表 4: ADM-IP 训练与测试加速。需要注意的是，对于单次训练迭代，ADM 和 ADM-IP 耗时完全相同，单次采样步骤也是如此。

数据集	模型	训练迭代次数	采样步骤	FID
CIFAR10 32×32	ADM	500K	1,000	2.99
	ADM-IP	460K	80	2.93
ImageNet 32×32	ADM	4500K	1,000	3.53
LSUN tower 32×32	ADM-IP	4000K	80	3.50
	ADM	300K	1,000	3.39
CelabA 64×64	ADM	480K	1,000	1.60
	ADM-IP	300K	200	1.53
FFHQ 128×128	ADM	420K	1,000	9.65
	ADM-IP	180K	60	8.72

Table 5. CIFAR10: Comparison between DDIM and DDIM-IP using models trained with $T=1$ , 000 sampling steps and tested with $T^{\prime}\leq T$ steps.

表 5. CIFAR10: 使用训练步数 $T=1$,000 的模型在测试步数 $T^{\prime}\leq T$ 下 DDIM 与 DDIM-IP 的对比结果。

m1	Model	采样步数 (T')
		10	20 50	100	1,000
0	DDIM	14.21	7.50 5.17	4.66	4.29 4.27
0.5	DDIM-IP	10.54	5.70	4.66 4.52	4.45
	DDIM-IP	17.24 10.06	8.87 5.53	5.59 4.88 3.95 3.66	3.56

Limitations. Since training DDPMs is very computationally heavy, in this paper we used only datasets with small resolution images. We leave the extension of our experiments to larger resolution images (and corresponding larger backbone networks) as a future work.
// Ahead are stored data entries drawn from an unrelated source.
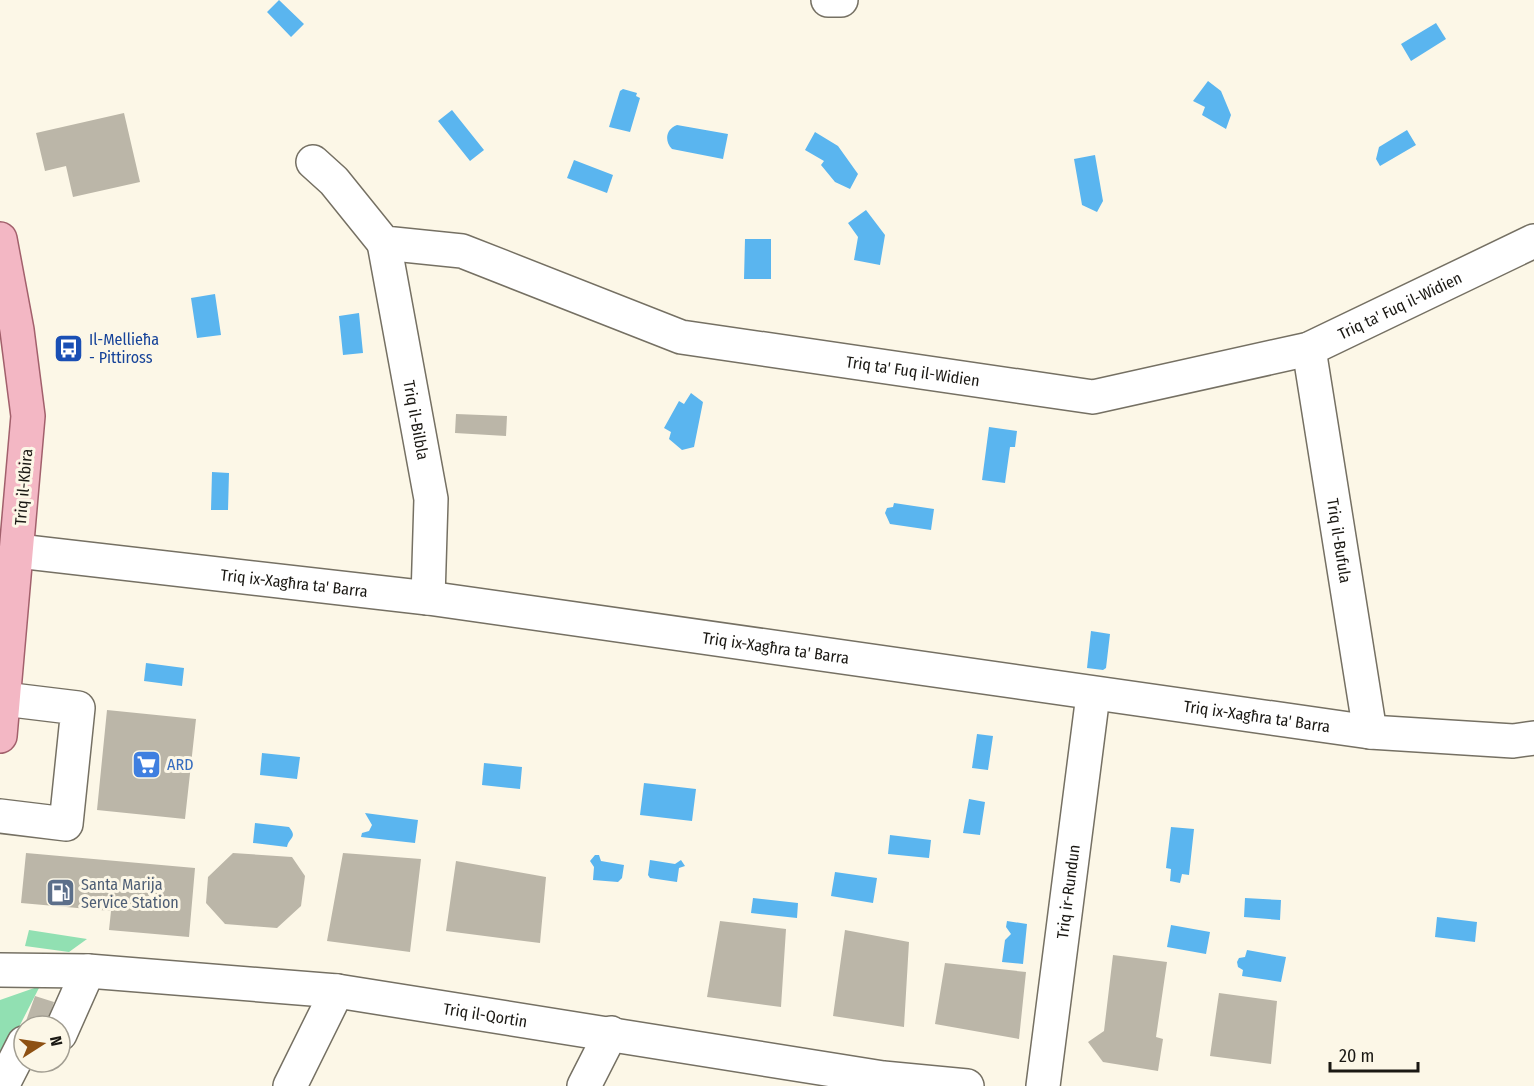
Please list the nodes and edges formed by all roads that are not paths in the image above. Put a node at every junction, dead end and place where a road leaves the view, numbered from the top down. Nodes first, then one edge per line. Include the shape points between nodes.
1 (828, 0) edge
2 (841, 0) edge
3 (314, 162) dead end
4 (0, 239) edge
5 (1534, 240) edge
6 (384, 243) junction
7 (8, 332) edge
8 (1309, 349) junction
9 (18, 551) junction
10 (428, 598) junction
11 (1093, 695) junction
12 (4, 699) junction
13 (1370, 732) junction
14 (0, 736) edge
15 (1534, 738) edge
16 (0, 816) edge
17 (0, 970) edge
18 (88, 971) junction
19 (337, 991) junction
20 (69, 1014) edge
21 (611, 1033) junction
22 (12, 1066) edge
23 (880, 1082) edge
24 (2, 1086) edge
25 (290, 1086) edge
26 (584, 1086) edge
27 (967, 1086) edge
28 (1043, 1086) edge

1 - 2 street
3 - 6 street
4 - 7 main road, Triq il-Kbira
5 - 8 street, Triq ta' Fuq il-Widien
6 - 8 street, Triq ta' Fuq il-Widien via 462,251 681,338 1093,397
6 - 10 street, Triq il-Bilbla via 431,499
7 - 9 main road, Triq il-Kbira via 28,416
8 - 13 street, Triq il-Bufula
9 - 10 street, Triq ix-Xagħra ta' Barra
9 - 12 main road, Triq il-Kbira
10 - 11 street, Triq ix-Xagħra ta' Barra
11 - 13 street, Triq ix-Xagħra ta' Barra
11 - 28 street, Triq ir-Rundun
12 - 14 main road, Triq il-Kbira
12 - 16 street via 78,708 66,824
13 - 15 street, Triq ix-Xagħra ta' Barra via 1513,741
17 - 18 street, Triq il-Qortin
18 - 19 street, Triq il-Qortin
18 - 20 street
19 - 21 street, Triq il-Qortin
19 - 25 street
21 - 23 street, Triq il-Qortin
21 - 26 street
22 - 24 street
23 - 27 street, Triq il-Qortin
However, we emphasize that our best results have been obtained with FFHQ $128\times128$ , which is the dataset with the largest resolution images we tested, which probably confirms that our regularization method is specifically effective with higher dimensional input spaces.

局限性。由于训练DDPM的计算量非常大，本文仅使用了低分辨率图像数据集。我们将实验扩展到更高分辨率图像（及相应更大的骨干网络）作为未来工作。但需要强调的是，我们在FFHQ $128\times128$ 数据集上取得了最佳效果，这是我们测试过的最高分辨率数据集，这可能证实了我们的正则化方法在高维输入空间中具有特殊优势。